- Directed by: Tom Wulf
- Produced by: Tom Wulf
- Edited by: Tom Wulf
- Release date: November 2010 (Virginia Film Festival);
- Country: United States
- Language: English

= A Tale of Two Cities: The Circuit City Story =

A Tale of Two Cities: The Circuit City Story is a documentary produced, directed, and edited by Tom Wulf.

== Synopsis ==
The documentary chronicles the entire 60-year history of the Richmond-based retailer Circuit City. The documentary traces the defunct retailer from its humble beginnings as the family-owned Wards TV, to its rise to become the nation's largest specialty retailer of consumer electronics, to its downhill slide into bankruptcy and liquidation in 2009.

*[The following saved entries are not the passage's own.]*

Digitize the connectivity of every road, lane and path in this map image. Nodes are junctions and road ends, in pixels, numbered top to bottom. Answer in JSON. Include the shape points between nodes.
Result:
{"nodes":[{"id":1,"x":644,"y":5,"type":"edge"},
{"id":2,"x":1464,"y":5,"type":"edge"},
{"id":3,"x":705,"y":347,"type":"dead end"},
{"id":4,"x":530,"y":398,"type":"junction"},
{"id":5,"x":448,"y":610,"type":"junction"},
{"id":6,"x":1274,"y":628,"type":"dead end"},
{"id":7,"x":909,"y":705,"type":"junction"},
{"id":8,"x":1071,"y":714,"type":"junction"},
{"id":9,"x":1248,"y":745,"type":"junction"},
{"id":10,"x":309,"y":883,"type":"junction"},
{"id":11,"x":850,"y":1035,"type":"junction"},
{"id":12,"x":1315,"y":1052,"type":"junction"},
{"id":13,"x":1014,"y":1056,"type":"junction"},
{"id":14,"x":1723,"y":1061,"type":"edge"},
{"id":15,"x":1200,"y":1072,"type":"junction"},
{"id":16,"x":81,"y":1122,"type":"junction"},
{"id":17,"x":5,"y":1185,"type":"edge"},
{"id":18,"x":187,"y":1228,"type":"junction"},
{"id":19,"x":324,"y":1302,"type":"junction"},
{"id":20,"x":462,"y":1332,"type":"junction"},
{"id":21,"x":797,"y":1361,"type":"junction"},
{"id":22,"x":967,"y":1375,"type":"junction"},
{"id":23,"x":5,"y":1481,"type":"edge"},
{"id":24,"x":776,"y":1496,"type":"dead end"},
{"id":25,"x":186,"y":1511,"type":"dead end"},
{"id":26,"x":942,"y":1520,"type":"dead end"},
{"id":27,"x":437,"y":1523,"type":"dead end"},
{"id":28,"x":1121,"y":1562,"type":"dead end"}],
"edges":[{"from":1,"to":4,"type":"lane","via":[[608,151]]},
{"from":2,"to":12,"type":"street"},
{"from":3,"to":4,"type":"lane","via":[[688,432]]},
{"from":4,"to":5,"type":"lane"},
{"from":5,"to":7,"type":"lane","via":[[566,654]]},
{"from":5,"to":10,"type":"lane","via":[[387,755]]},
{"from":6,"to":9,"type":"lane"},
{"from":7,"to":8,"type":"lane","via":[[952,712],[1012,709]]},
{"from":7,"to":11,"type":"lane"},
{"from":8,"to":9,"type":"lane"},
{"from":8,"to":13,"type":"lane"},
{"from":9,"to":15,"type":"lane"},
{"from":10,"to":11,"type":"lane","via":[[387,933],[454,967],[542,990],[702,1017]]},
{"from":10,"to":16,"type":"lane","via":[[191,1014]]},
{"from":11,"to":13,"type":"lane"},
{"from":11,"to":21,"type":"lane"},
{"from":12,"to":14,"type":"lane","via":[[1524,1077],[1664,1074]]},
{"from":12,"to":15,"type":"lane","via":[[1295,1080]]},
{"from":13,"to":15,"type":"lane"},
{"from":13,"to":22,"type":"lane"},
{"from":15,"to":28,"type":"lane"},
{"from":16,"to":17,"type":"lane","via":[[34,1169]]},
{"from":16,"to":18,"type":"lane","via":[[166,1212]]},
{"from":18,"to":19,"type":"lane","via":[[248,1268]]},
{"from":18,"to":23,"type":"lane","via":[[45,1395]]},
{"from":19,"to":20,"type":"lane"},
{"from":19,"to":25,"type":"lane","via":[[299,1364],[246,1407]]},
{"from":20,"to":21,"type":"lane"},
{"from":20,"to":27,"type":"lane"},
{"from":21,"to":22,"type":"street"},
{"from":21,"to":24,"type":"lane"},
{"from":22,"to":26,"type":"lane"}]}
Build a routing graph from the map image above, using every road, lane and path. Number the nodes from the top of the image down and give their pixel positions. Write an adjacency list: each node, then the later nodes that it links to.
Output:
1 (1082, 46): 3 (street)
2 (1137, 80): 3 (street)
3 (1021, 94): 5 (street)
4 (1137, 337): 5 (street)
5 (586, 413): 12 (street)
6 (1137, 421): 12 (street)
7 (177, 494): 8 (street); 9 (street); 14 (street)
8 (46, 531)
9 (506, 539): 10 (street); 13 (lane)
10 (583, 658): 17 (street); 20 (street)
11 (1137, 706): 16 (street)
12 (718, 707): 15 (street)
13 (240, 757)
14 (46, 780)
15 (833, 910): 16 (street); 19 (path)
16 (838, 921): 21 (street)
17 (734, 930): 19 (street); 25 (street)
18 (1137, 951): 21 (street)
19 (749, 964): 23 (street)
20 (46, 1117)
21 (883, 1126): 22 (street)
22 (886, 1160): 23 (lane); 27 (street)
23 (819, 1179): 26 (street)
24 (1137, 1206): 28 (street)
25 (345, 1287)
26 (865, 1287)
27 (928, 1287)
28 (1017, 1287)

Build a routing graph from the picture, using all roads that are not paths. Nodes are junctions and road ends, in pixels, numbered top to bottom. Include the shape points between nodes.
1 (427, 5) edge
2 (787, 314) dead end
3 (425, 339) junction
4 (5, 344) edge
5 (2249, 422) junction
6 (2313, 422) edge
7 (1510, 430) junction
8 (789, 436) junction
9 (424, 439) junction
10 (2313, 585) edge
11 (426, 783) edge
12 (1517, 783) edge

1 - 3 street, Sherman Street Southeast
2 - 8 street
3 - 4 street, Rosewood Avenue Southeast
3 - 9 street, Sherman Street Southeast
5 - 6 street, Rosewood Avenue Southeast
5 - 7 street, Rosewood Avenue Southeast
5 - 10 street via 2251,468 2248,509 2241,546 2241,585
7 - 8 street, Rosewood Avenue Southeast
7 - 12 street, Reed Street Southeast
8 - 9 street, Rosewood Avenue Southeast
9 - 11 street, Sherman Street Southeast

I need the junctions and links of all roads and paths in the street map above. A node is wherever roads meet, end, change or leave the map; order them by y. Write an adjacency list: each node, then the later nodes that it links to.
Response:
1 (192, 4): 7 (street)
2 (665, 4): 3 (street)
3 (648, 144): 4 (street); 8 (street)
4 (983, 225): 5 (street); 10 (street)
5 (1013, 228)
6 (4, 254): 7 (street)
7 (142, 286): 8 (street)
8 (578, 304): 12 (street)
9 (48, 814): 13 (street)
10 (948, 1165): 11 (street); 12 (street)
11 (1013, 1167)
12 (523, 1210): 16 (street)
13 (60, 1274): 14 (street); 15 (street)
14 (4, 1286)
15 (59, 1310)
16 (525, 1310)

According to its website, the film "tells the tale of two "Cities:" one that went from good to great, and the other that went from great to gone."

== Release ==
The film made its world premiere at the Virginia Film Festival in November 2010.

== Reception ==
Professor Joseph Yamine reviewed the film for Virginia Libraries, praising the interviews and calling it a "nostalgic and heartfelt look at over fifty years of not only Circuit City history, but Virginia history as well." Writing for the Library Journal, Lawrence Maxted called A Tale of Two Cities a "fast-moving and entertaining postmortem of Circuit City" that is filled with "bonus sales stories and period commercials" and is "valuable case study fodder". Frank Swietek, an associate professor of history at the University of Dallas wrote in the Video Librarian that the film mixes "sympathy with a healthy dose of hardheaded analysis" and has "a wealth of archival material".